Copy all lines in the data that contain the string "tunnel".

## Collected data
* * *

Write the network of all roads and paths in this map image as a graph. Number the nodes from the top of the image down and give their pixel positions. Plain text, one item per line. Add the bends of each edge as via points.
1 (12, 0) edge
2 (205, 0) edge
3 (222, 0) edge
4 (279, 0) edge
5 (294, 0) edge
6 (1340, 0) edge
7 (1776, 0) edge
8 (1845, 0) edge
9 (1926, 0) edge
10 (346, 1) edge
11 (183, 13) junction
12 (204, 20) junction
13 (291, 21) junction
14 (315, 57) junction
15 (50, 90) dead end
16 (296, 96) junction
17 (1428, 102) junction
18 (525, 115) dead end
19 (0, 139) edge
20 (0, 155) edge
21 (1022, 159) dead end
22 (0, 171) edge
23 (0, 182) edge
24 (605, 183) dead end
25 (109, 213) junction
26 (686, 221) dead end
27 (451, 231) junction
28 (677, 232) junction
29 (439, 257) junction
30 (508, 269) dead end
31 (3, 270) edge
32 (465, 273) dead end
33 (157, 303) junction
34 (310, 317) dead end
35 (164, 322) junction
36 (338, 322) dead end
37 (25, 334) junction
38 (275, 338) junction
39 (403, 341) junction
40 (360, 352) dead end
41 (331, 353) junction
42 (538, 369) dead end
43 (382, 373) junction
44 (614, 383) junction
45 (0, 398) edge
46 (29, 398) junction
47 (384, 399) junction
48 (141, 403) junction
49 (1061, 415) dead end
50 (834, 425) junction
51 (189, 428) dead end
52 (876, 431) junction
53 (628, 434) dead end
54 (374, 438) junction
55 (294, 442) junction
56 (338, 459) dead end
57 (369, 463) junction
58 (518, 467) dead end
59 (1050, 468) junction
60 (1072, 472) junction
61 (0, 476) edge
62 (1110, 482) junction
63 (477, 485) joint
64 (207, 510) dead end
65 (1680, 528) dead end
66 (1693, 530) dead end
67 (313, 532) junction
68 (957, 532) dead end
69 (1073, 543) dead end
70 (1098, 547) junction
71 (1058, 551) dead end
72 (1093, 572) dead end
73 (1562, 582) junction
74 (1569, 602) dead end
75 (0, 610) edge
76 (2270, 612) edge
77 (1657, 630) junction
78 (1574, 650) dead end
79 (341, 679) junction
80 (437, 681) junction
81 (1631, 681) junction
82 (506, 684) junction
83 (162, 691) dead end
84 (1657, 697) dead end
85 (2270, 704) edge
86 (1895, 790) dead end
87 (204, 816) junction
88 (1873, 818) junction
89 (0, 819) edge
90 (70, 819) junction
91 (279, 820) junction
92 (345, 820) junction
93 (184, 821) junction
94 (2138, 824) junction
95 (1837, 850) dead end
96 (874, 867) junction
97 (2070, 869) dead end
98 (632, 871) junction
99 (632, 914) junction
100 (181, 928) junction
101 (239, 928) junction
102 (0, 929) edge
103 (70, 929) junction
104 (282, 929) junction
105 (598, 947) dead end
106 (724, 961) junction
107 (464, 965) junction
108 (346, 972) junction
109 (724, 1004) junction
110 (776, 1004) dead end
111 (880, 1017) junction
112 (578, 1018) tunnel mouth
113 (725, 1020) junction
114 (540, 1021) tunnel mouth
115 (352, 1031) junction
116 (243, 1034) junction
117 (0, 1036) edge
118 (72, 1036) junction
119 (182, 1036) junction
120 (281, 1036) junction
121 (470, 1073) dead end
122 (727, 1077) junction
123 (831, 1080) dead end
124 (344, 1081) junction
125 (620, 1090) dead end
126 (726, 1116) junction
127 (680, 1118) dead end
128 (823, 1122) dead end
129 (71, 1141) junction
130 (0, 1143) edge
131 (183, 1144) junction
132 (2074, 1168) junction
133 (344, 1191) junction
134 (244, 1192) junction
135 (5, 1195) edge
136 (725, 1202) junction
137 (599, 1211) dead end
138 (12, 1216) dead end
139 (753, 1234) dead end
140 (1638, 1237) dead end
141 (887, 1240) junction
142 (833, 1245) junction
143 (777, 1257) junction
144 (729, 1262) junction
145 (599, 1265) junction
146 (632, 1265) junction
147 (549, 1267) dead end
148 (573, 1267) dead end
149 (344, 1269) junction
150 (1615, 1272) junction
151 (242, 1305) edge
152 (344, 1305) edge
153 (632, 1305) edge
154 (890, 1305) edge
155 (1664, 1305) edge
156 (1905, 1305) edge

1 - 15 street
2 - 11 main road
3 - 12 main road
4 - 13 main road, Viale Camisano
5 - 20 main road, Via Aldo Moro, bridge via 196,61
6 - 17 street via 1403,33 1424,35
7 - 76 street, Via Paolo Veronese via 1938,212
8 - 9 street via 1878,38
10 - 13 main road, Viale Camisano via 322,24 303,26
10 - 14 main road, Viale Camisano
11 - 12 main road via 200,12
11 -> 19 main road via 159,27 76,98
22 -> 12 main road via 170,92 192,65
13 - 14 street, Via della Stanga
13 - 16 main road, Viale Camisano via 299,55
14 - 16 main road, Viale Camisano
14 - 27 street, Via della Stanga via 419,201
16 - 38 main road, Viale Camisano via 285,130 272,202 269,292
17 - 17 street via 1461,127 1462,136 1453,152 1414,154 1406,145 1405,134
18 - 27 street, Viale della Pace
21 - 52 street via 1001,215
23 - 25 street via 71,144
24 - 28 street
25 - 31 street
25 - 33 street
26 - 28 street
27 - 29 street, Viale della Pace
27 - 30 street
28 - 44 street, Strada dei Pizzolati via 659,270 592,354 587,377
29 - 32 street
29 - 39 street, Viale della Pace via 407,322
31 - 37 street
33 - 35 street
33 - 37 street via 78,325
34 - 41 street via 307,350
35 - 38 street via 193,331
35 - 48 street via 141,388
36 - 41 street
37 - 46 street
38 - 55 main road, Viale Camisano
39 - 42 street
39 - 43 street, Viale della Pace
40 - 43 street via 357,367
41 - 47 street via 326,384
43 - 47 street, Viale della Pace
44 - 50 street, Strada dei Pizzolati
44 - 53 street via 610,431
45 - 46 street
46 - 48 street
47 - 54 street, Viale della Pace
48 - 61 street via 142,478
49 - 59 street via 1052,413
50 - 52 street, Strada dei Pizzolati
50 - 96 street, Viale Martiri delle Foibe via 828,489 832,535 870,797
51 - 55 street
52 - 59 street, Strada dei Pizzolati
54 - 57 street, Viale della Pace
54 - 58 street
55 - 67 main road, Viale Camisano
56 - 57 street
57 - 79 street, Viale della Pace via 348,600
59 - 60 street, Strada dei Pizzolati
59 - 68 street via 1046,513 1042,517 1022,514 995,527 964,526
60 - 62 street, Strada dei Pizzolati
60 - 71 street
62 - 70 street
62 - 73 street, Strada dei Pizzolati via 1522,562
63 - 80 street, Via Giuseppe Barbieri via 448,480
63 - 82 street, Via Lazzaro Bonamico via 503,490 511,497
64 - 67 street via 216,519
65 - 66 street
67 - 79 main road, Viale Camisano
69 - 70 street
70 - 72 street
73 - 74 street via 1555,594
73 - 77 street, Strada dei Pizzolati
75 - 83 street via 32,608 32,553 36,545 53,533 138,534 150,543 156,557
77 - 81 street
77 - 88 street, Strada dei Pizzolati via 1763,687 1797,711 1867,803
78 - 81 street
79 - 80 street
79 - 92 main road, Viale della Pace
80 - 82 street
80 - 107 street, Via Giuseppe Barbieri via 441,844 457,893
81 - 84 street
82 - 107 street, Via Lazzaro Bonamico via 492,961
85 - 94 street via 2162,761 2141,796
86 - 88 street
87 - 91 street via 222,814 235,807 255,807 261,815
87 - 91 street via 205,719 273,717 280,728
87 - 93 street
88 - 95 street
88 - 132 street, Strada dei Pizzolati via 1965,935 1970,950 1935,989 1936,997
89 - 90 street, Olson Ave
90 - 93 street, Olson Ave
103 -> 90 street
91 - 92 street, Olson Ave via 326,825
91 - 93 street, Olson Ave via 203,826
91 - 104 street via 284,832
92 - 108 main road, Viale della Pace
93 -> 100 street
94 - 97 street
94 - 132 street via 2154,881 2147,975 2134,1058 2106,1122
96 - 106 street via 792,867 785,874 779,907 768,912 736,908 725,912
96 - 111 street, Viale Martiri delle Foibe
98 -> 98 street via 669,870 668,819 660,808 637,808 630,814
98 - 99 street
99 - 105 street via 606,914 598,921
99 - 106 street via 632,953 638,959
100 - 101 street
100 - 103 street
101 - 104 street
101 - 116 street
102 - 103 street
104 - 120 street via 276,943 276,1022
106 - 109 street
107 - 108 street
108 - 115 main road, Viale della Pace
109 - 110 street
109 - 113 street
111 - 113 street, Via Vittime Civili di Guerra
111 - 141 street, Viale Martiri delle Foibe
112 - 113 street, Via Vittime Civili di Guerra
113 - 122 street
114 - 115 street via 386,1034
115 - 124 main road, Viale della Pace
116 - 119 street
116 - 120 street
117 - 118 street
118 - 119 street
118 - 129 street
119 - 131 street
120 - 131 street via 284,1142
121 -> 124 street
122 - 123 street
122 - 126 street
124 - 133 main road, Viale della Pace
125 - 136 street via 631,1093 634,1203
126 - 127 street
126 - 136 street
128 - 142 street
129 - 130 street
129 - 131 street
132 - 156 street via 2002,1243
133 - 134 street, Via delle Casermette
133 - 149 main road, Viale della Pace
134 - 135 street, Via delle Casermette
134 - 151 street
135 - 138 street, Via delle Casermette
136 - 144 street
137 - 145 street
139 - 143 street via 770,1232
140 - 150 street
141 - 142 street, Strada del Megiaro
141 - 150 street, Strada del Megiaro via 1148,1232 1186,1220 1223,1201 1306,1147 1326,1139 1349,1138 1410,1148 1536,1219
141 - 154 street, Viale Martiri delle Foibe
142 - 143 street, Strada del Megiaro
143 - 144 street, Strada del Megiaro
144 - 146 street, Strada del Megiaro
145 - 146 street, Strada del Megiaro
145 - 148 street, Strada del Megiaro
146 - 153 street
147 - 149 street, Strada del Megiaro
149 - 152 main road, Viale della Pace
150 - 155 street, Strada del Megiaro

* * *

## EXERCISE RESPONSE
112 (578, 1018) tunnel mouth
114 (540, 1021) tunnel mouth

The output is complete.